While watching “How I live now“, the exact same feelings came back. The “Shit, lets hope this never becomes reality …” kind of reaction. And also because of the impression that you are going through exactly the same events. As if you were in the midst of those who were going through that hell. And although it’s a gray and grim view of the future, this film was a sight for sore eyes. The storyline is perfect because of the sobriety of images. No deliberately added sensational images of bombardments or mutilated victims. Only the subtle used images of a shock wave, the threatening atmosphere during the action of the soldiers and the brutal terror that war brings. All this in an artistic framing so it was sometimes hard to believe that there are so many terrible things happening in a short distance. A beautiful morning with a tasteful view of the surrounding countryside made the ugliness of the upcoming war disappear. Superb.
In addition to the photographic qualities, there was the sublime cast with Ronan up front. The transformation of a theatrical,snooty, pampered, alternatively looking and pretty crazy girl into a friendly, frank, visibly enjoying life and loving girl, was fairly predictable. The rendition of Ronan (Daisy) was of an exceptionally high level. Her natural beauty, her confident attitude and her intense shining eyes was an add-on to the sublime acting. Her performance is admirable and credible. A masterly portrait of a tormented teenager with enervating, whining voices in her head and a load of self-pity she’s carrying (probably the result of the traumatic experience as a baby). The rebellious and furious temper that slowly fades away and makes room for a lovely, timid girl who discovers the joy of life again. And in the end she becomes a savior who knows quite a bit about “Survival” techniques to watch over her little niece. Even the love relationship (In a way it’s a forbidden relationship) was subtly addressed and wasn’t really annoying. It served for them as the last straw to hold on to.
But not only Ronan sparkled in her role. The other young actors were perfectly casted and played their part realistic. The movie started rather slow and unclear. But once Daisy joins her distant family and experiences together with her cousins the daily grind of life at the countryside, the movie shifts into a higher gear. Harley Bird (Piper) is astonishingly good for her age. A kind of an English Shirley Temple on a survival trek. And Tom Holland (Isaac) has that innocent boyish look all the time. Splendour Performance.
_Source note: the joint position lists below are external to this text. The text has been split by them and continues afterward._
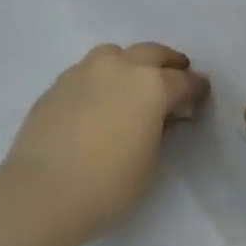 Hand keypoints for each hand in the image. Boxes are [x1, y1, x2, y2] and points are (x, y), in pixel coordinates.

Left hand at [2, 43, 209, 238]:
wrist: (43, 191)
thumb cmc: (109, 184)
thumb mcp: (150, 163)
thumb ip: (160, 132)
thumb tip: (162, 117)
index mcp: (151, 85)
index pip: (183, 81)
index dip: (196, 89)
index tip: (201, 95)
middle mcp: (118, 68)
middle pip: (151, 54)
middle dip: (168, 65)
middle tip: (176, 78)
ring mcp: (83, 72)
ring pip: (115, 55)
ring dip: (131, 64)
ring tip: (134, 86)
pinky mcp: (57, 86)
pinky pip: (88, 72)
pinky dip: (103, 80)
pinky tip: (101, 102)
This film is not about showing spectacular images and action-packed scenes during a war. It’s about the aftermath of such a war with sometimes harrowing situations in which survivors end up. The daily struggle to survive and how replaceable we are as civilians in the hands of a reigning government apparatus. Despite the austere images this movie is at times still quite thrilling and cruel. An issue such as this impresses me more than movies about a deadly epidemic, zombie situations or another physical catastrophe. Despite the total lack of solid information so you understand the situation much better, the message is clear: love conquers all obstacles and as long as you focus on what is important, nothing is impossible to achieve. Let’s hope that common sense continues to prevail in our society!